Chaos happens when you leave lights on beachside

Like you could turn off your freakin’ condo lights if you live on the beach so it won’t confuse hatchlings navigating back into the ocean. The Condo Boogeyman’s not coming to take your pills, Grandpa- turn the damn balcony light off.

Anywho, since hatchlings should make tracks that go straight into the ocean, I made a fun Macrame bracelet using some basic knotting techniques that reminds me of a turtle egg and nice straight tracks. Check out the picture tutorial below, and use this knotting guide I made as a reference:

Macrame Knots Guide by Crafty Surf

Linhasita (or C-Lon cord) a flat cut cowrie shell, and some olivewood beads

Make a lark’s head knot though one side of the shell using about 2 yards of each color, folded in half

Use a T-Pin on foam or cork to keep your holding cord straight

Do 3 double half hitches across the green cord, doing 1 double half hitch on each color

Put a T-pin in and rotate the cord to the other direction and do the same knotting pattern, going back and forth

By using T-pins, I could keep the rows tight and straight across

Braiding the remainder, adding an olivewood bead, and making a secure knot. Now do the same on the other side of the shell!

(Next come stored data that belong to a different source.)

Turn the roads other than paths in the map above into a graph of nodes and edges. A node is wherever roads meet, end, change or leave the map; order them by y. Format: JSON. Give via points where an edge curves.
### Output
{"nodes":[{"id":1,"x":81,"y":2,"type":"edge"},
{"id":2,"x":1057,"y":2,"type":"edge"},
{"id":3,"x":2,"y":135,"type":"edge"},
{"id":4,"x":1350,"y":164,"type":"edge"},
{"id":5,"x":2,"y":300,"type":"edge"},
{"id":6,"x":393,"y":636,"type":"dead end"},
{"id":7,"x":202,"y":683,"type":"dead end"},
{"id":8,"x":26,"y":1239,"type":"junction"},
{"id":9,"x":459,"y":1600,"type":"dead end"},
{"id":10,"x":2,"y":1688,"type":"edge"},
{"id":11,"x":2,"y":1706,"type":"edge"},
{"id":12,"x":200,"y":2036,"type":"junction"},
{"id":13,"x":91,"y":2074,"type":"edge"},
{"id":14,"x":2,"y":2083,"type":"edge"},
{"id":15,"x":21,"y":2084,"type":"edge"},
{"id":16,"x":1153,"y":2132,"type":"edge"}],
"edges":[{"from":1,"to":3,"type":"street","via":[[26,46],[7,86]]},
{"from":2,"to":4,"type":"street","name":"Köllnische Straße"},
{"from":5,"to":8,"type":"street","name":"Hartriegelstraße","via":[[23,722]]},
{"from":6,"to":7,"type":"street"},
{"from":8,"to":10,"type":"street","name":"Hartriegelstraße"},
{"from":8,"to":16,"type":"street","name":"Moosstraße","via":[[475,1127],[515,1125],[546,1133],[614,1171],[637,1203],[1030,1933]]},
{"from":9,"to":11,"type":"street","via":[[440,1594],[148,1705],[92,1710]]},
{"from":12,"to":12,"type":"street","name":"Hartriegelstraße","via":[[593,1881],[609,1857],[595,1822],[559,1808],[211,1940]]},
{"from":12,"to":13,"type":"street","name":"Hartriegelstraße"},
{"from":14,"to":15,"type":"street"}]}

Bringing both ends together to make a sliding adjustable knot

Making the adjustable knot by making a few square knots over both bracelet ends

Clip and melt the ends. Done!

This is always the “bracelet selfie” angle Pura Vida does

Please remember that sea turtles are not pets, Disney characters, and are not there for your fun-filled family entertainment. Please respect what tiny bit of space they have remaining.

This ain’t Disney, and you ain’t Snow White

Shell Jewelry Tips

At one time or another, every surfer (or aspiring surfer) worth their cred tries to make their own beachy shell jewelry. It IS part of our primal urge. In fact, some of the earliest known forms of adornment were pierced shells and teeth on handmade string.

But after an hour after the Upper Paleolithic Revolution has worn off within the surfer, then he or she usually gives up and buys it somewhere.

But if you have a flat day of surf, and you’re

I love Pauly Shore

feelin’ a bit like Encino Man, here’s three tips I’ve found helpful over time when making shell jewelry…

 

 

 

1. Go to a thrift store for shell beads and pendants first.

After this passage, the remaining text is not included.